Following the controversy over the comments made by Jones, on 7 October his employer, Macquarie Radio Network, announced that it would suspend all advertising on the Alan Jones breakfast show on 2GB to protect its advertisers from pressure being applied through social media activism.

Jones returned to the airwaves on 8 October 2012 without advertising.

Advertising resumed on the Jones' show on 16 October 2012 without many major advertisers.

==Reaction==
Prime Minister Julia Gillard said she would not comment on Jones' remarks, but instead thanked the Australian people for the "outpouring of support" that she and her family had received following the death of her father. When asked if she would appear on Jones' radio program she said, "No, I would not. I haven't spoken to Mr Jones and I don't intend to."

Former Prime Minister Kevin Rudd described the comments as the "lowest of the low" and said he would be boycotting Jones' program.

Foreign Minister Bob Carr said Jones' comments were indecent and the public reaction was justifiable. Senator Carr further said "I cannot believe that it is helpful for a commercial enterprise to live with the brand 'hate radio'. And I just think the vehemence and the virulence of the message that comes out of the radio station is a very unhelpful thing for Australia".

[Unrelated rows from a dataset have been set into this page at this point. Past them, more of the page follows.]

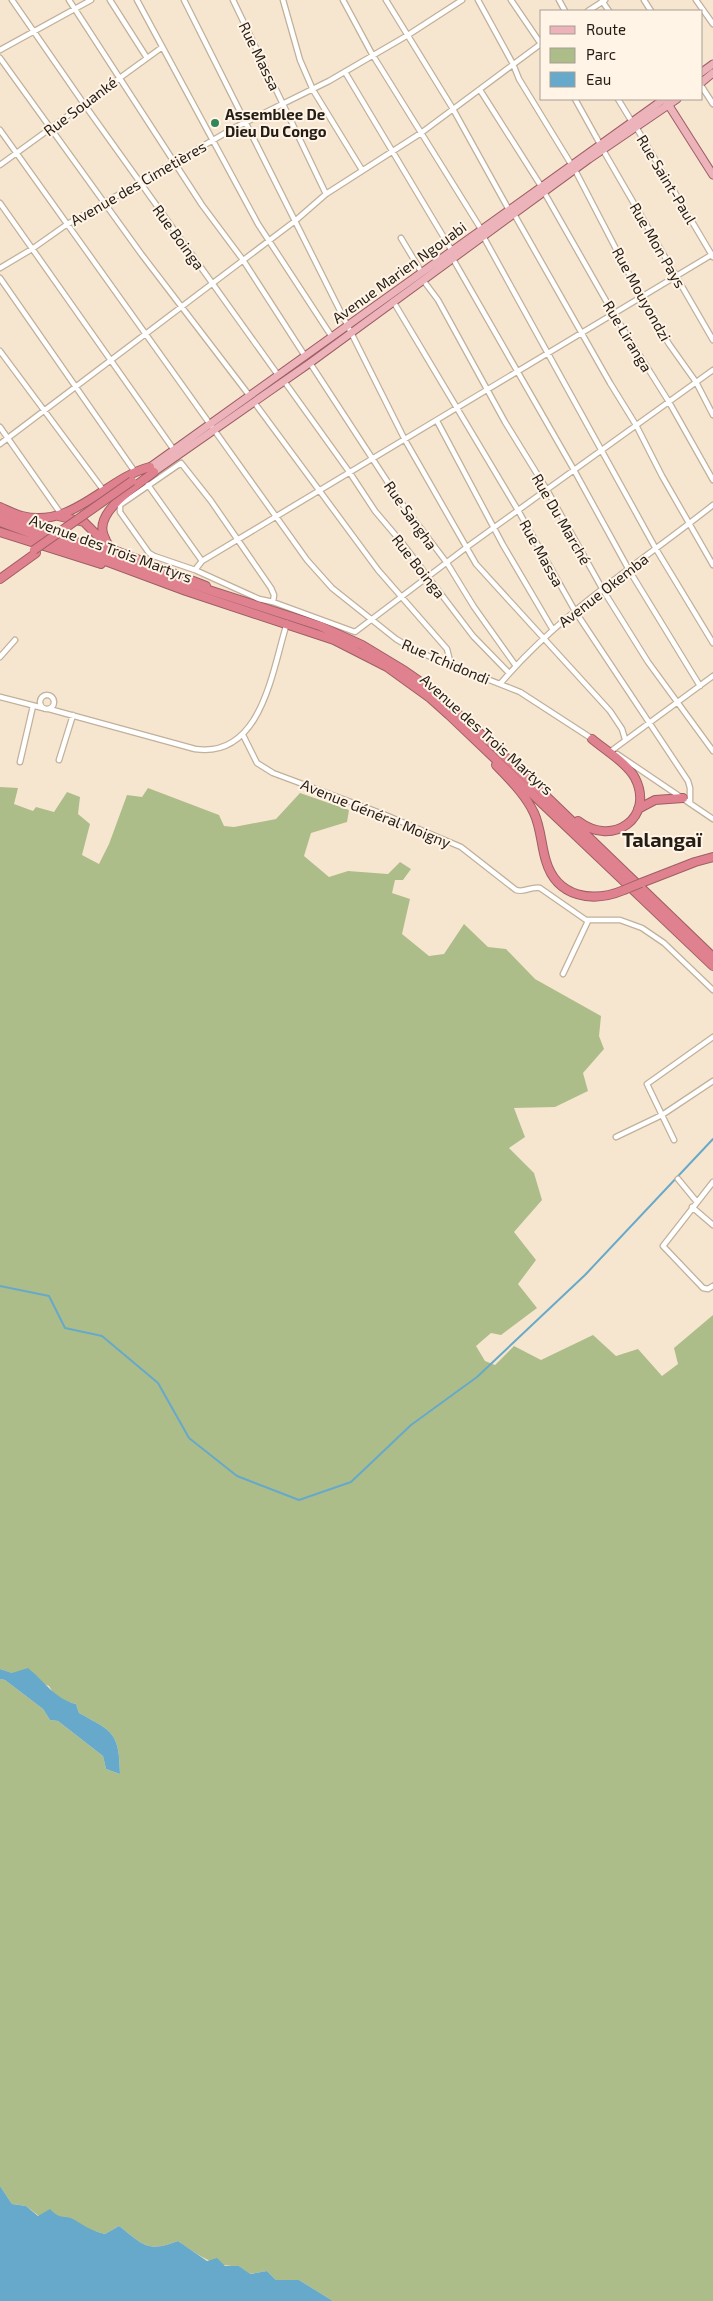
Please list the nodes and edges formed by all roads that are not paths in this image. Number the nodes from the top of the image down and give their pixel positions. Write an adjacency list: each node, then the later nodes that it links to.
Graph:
1 (12, 0): 19 (street, Rue Boinga)
2 (70, 0): 16 (street)
3 (91, 0): 16 (street)
4 (110, 0): 27 (street)
5 (137, 0): 23 (street)
6 (184, 0): 43 (street)
7 (233, 0): 40 (street, Rue Massa)
8 (283, 0): 34 (street)
9 (344, 0): 25 (street)
10 (386, 0): 20 (street)
11 (462, 0): 20 (street, Avenue des Cimetières)
12 (478, 0): 28 (street, Rue Mouyondzi)
13 (511, 0): 21 (street)
14 (696, 0): 18 (street)
15 (603, 1): 17 (street)
16 (74, 9): 19 (street); 31 (street)
17 (590, 10)
18 (713, 24)
19 (32, 30): 24 (street); 39 (street, Rue Boinga)
20 (408, 35): 25 (street, Avenue des Cimetières); 42 (street)
21 (540, 43)
22 (540, 45): 28 (street)
23 (161, 48): 27 (street, Rue Souanké); 48 (street)
24 (0, 50)
25 (372, 54): 29 (street, Avenue des Cimetières); 47 (street)
26 (0, 58): 45 (street)
27 (147, 58): 31 (street, Rue Souanké)
28 (513, 64): 35 (street); 54 (street, Rue Mouyondzi)
29 (345, 72): 34 (street, Avenue des Cimetières); 50 (street)
30 (713, 73): 32 (main road)
31 (118, 78): 39 (street, Rue Souanké); 52 (street)
32 (703, 81)
33 (703, 89): 41 (street)
34 (313, 90): 40 (street, Avenue des Cimetières); 55 (street)
35 (480, 90): 42 (street); 58 (street, Rue Liranga)
36 (576, 100): 49 (street, Rue Mon Pays)
37 (619, 100): 44 (street, Rue Saint-Paul)
38 (666, 101): 44 (main road, Avenue Marien Ngouabi); 56 (main road)
39 (84, 104): 45 (street, Rue Souanké); 57 (street, Rue Boinga)
40 (282, 104): 43 (street, Avenue des Cimetières); 59 (street, Rue Massa)
41 (713, 104)
42 (453, 109): 47 (street); 62 (street)
43 (247, 122): 48 (street, Avenue des Cimetières); 63 (street)
44 (634, 124): 49 (main road, Avenue Marien Ngouabi); 70 (street, Rue Saint-Paul)
45 (49, 129): 51 (street, Rue Souanké); 61 (street)
46 (0, 130): 51 (street, Rue Tchidondi)
47 (421, 133): 50 (street); 65 (street)
48 (213, 141): 52 (street, Avenue des Cimetières); 67 (street)
49 (602, 147): 54 (main road, Avenue Marien Ngouabi); 74 (street, Rue Mon Pays)
50 (391, 152): 55 (street); 69 (street)
51 (17, 153): 53 (street, Rue Souanké); 64 (street, Rue Tchidondi)
52 (175, 162): 57 (street, Avenue des Cimetières); 71 (street)
53 (0, 165)
54 (573, 167): 58 (main road, Avenue Marien Ngouabi); 77 (street, Rue Mouyondzi)
55 (362, 170): 59 (street)
56 (713, 174)
57 (141, 182): 61 (street, Avenue des Cimetières); 76 (street, Rue Boinga)
58 (543, 189): 62 (main road, Avenue Marien Ngouabi); 80 (street, Rue Liranga)
59 (326, 194): 63 (street)
60 (0, 203): 68 (street)
61 (106, 203): 64 (street, Avenue des Cimetières); 79 (street)
62 (512, 212): 65 (main road, Avenue Marien Ngouabi); 83 (street)
63 (295, 221): 67 (street); 81 (street)
64 (66, 224): 68 (street, Avenue des Cimetières); 82 (street, Rue Tchidondi)
65 (482, 233): 69 (main road, Avenue Marien Ngouabi); 87 (street)
66 (401, 238): 73 (street, Rue Du Marché)
67 (268, 239): 71 (street); 84 (street)
68 (32, 249): 72 (street, Avenue des Cimetières); 89 (street)
69 (452, 255): 73 (main road, Avenue Marien Ngouabi); 92 (street)
70 (713, 255): 74 (street)
71 (243, 260): 76 (street); 88 (street)
72 (0, 268)
73 (422, 276): 78 (main road); 81 (main road, Avenue Marien Ngouabi); 96 (street, Rue Du Marché)
74 (676, 276): 77 (street); 85 (street, Rue Mon Pays)
75 (0, 278): 95 (street)
76 (212, 283): 79 (street); 93 (street, Rue Boinga)
77 (641, 297): 80 (street); 94 (street, Rue Mouyondzi)
78 (393, 301): 81 (main road); 101 (street, Rue Massa)
79 (180, 307): 82 (street); 97 (street)
80 (613, 313): 83 (street); 99 (street, Rue Liranga)
81 (350, 329): 84 (main road, Avenue Marien Ngouabi); 90 (main road); 108 (street)
82 (144, 333): 89 (street); 105 (street, Rue Tchidondi)
83 (582, 333): 87 (street); 104 (street)
84 (332, 337): 88 (main road, Avenue Marien Ngouabi)
85 (713, 340)
86 (0, 351): 100 (street)
87 (548, 355): 92 (street); 110 (street)
88 (305, 356): 93 (main road, Avenue Marien Ngouabi)
89 (110, 360): 95 (street); 111 (street)
90 (310, 363): 93 (main road); 112 (street, Rue Sangha)
91 (713, 370): 94 (street)
92 (518, 372): 96 (street); 114 (street)
93 (281, 378): 97 (main road, Avenue Marien Ngouabi); 98 (main road); 116 (street, Rue Boinga)
94 (696, 382): 99 (street); 102 (street, Rue Mouyondzi)
95 (75, 386): 100 (street); 115 (street)
96 (487, 390): 101 (street); 119 (street, Rue Du Marché)
97 (249, 396): 105 (main road, Avenue Marien Ngouabi)
98 (254, 402): 105 (main road); 121 (street)
99 (669, 402): 104 (street); 117 (street, Rue Liranga)
100 (42, 410): 107 (street); 120 (street)
101 (456, 410): 103 (street); 124 (street, Rue Massa)
102 (713, 415)
103 (437, 421): 108 (street); 130 (street)
104 (636, 425): 110 (street); 129 (street)
105 (212, 426): 111 (main road, Avenue Marien Ngouabi); 113 (main road); 127 (street, Rue Tchidondi)
106 (0, 427): 107 (street)
107 (7, 438): 109 (street); 126 (street)
108 (405, 440): 112 (street); 133 (street)
109 (0, 444)
110 (602, 449): 114 (street); 135 (street)
111 (174, 450): 113 (main road, Avenue Marien Ngouabi)
112 (373, 460): 116 (street); 138 (street, Rue Sangha)
113 (152, 469): 115 (highway); 134 (highway); 136 (highway, bridge)
114 (574, 470): 119 (street); 141 (street)
115 (135, 472): 120 (highway)
116 (350, 473): 121 (street); 144 (street, Rue Boinga)
117 (713, 480)
118 (148, 485): 132 (street); 137 (street); 140 (street)
119 (547, 490): 124 (street); 146 (street, Rue Du Marché)
120 (104, 491): 126 (highway)
121 (320, 491): 127 (street); 148 (street)
122 (713, 505): 129 (street, Avenue Okemba)
123 (0, 507): 126 (highway)
124 (519, 512): 130 (street); 150 (street, Rue Massa)
125 (0, 514): 147 (highway, Avenue des Trois Martyrs)
126 (58, 514): 134 (highway)
127 (276, 516): 132 (street); 151 (street, Rue Tchidondi)
128 (0, 522): 143 (highway, Avenue des Trois Martyrs)
129 (689, 524): 135 (street, Avenue Okemba); 139 (street)
130 (495, 528): 133 (street); 153 (street)
131 (0, 532): 143 (highway)
132 (238, 540): 137 (street); 149 (street)
133 (467, 547): 138 (street); 154 (street)
134 (109, 548): 147 (highway)
135 (656, 549): 141 (street, Avenue Okemba); 156 (street)
136 (35, 552): 142 (highway); 145 (highway)
137 (202, 560): 140 (street)
138 (446, 563): 144 (street); 159 (street, Rue Sangha)
139 (713, 565)
140 (195, 570): 149 (street)
141 (629, 570): 146 (street, Avenue Okemba); 163 (street)
142 (0, 574)
143 (140, 574): 152 (highway, Avenue des Trois Martyrs)
144 (428, 577): 148 (street); 160 (street, Rue Boinga)
145 (0, 579)
146 (603, 590): 150 (street, Avenue Okemba); 165 (street, Rue Du Marché)
147 (214, 591): 182 (highway, Avenue des Trois Martyrs)
148 (400, 597): 151 (street); 158 (street)
149 (273, 602): 151 (street)
150 (575, 611): 153 (street, Avenue Okemba); 172 (street, Rue Massa)
151 (369, 620): 158 (street, Rue Tchidondi)
152 (287, 624): 173 (street); 176 (highway, Avenue des Trois Martyrs)
153 (553, 630): 154 (street, Avenue Okemba)
154 (542, 638): 159 (street, Avenue Okemba); 175 (street)
155 (15, 640): 157 (street)
156 (713, 644)
157 (0, 657)
158 (451, 665): 162 (street, Rue Tchidondi)
159 (516, 666): 160 (street, Avenue Okemba)
160 (509, 673): 162 (street, Avenue Okemba)
161 (713, 676): 163 (street)
162 (500, 684): 174 (street, Rue Tchidondi)
163 (700, 686): 165 (street)
164 (0, 697): 167 (street)
165 (676, 702): 172 (street); 178 (street, Rue Du Marché)
166 (54, 704): 168 (street); 169 (street); 170 (street)
167 (33, 706): 168 (street); 180 (street)
168 (43, 708): 169 (street)
169 (49, 709): 170 (street)
170 (67, 713): 171 (street)
171 (73, 715): 173 (street); 179 (street)
172 (650, 722): 175 (street); 183 (street, Rue Massa)
173 (243, 734): 187 (street, Avenue Général Moigny)
174 (592, 739): 177 (street, Rue Tchidondi); 184 (highway)
175 (624, 739): 177 (street)
176 (477, 742): 186 (highway, bridge); 189 (highway, Avenue des Trois Martyrs)
177 (611, 751): 181 (street, Rue Tchidondi)
178 (713, 751)
179 (59, 760)
180 (20, 762)
181 (683, 798): 183 (street, Rue Tchidondi); 184 (highway)
182 (554, 802): 184 (highway); 188 (highway, Avenue des Trois Martyrs)
183 (690, 802): 185 (street, Rue Tchidondi)
184 (638, 809)
185 (712, 818)
186 (713, 857)
187 (588, 921): 190 (street); 191 (street)
188 (713, 957)
189 (713, 966)
190 (563, 974)
191 (713, 990)
192 (712, 1039): 194 (street)
193 (713, 1081): 194 (street)
194 (662, 1115): 195 (street); 196 (street)
195 (616, 1137)
196 (674, 1140)
197 (678, 1179): 199 (street)
198 (713, 1182): 199 (street)
199 (697, 1202): 200 (street)
200 (692, 1207): 201 (street); 202 (street)
201 (713, 1225)
202 (713, 1286)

Opposition member Malcolm Turnbull said Jones' remarks were "cruel and offensive" and that "he should apologise to the PM and her family". He described the power of the social media campaign that caused sponsors to act as "both inspiring and horrifying" and said Jones has got "a dose of his own medicine". Turnbull further said that Jones had not been the victim of cyberbullying as Jones claimed but new media had allowed thousands of Australians to speak up "unedited and unmediated".

Opposition Leader Tony Abbott described Jones' comments as "wrong and offensive". However, he used the word 'shame' in parliament on 9 October, stating that due to the ongoing Peter Slipper affair the government "should already have died of shame". Gillard responded publicly, addressing this issue directly for the first time, criticising Abbott during parliamentary question time for "misogyny and sexism". Her speech was reported worldwide, going "viral" on social media outlets.

Woolworths' state government relations manager Simon Berger who was the master of ceremonies at the function where Jones spoke, and who had donated the chaff bag jacket auctioned, resigned from his position as a result of this controversy. Woolworths said "While Simon attended the function in a private capacity, he has acknowledged that it has directly affected his ability to carry out his role at Woolworths as a member of Corporate Affairs team."

===Regional radio stations===
By 17 October, three regional radio stations, Albury based 2AY, Deniliquin based station 2QN and Darwin's Territory FM had stopped broadcasting Jones' show.

===Sponsors===
Several companies pulled out of advertising from the Alan Jones Show including Mercedes-Benz Hornsby, Woolworths, Freedom Furniture, Lexus of Parramatta, Coles, ING, Bing Lee, Mazda, 7-Eleven, Sydney Symphony Orchestra and HCF Health Insurance. The pull out by advertisers was reported to cost 2GB up to $80,000 per day.

Mercedes-Benz also withdrew Jones' Mercedes S-Class worth $250,000 which was part of the sponsorship deal.

Macquarie Radio estimated the boycott cost the station between $1 million and $1.5 million, and some advertisers said they will never return.

=== Radio audience ===
In the Nielsen radio survey conducted between 29 July 2012 and 20 October 2012, Jones increased his share of total radio listeners, gaining an extra 0.5% of the market. Jones had 17.3 per cent of the audience for 2GB from 5.30 a.m. to 9 a.m.

The Nielsen radio survey conducted between 28 October 2012 and 23 February 2013 indicates the 2GB audience is 15.4 per cent for the 5.30 a.m. to 9.00 a.m. time slot.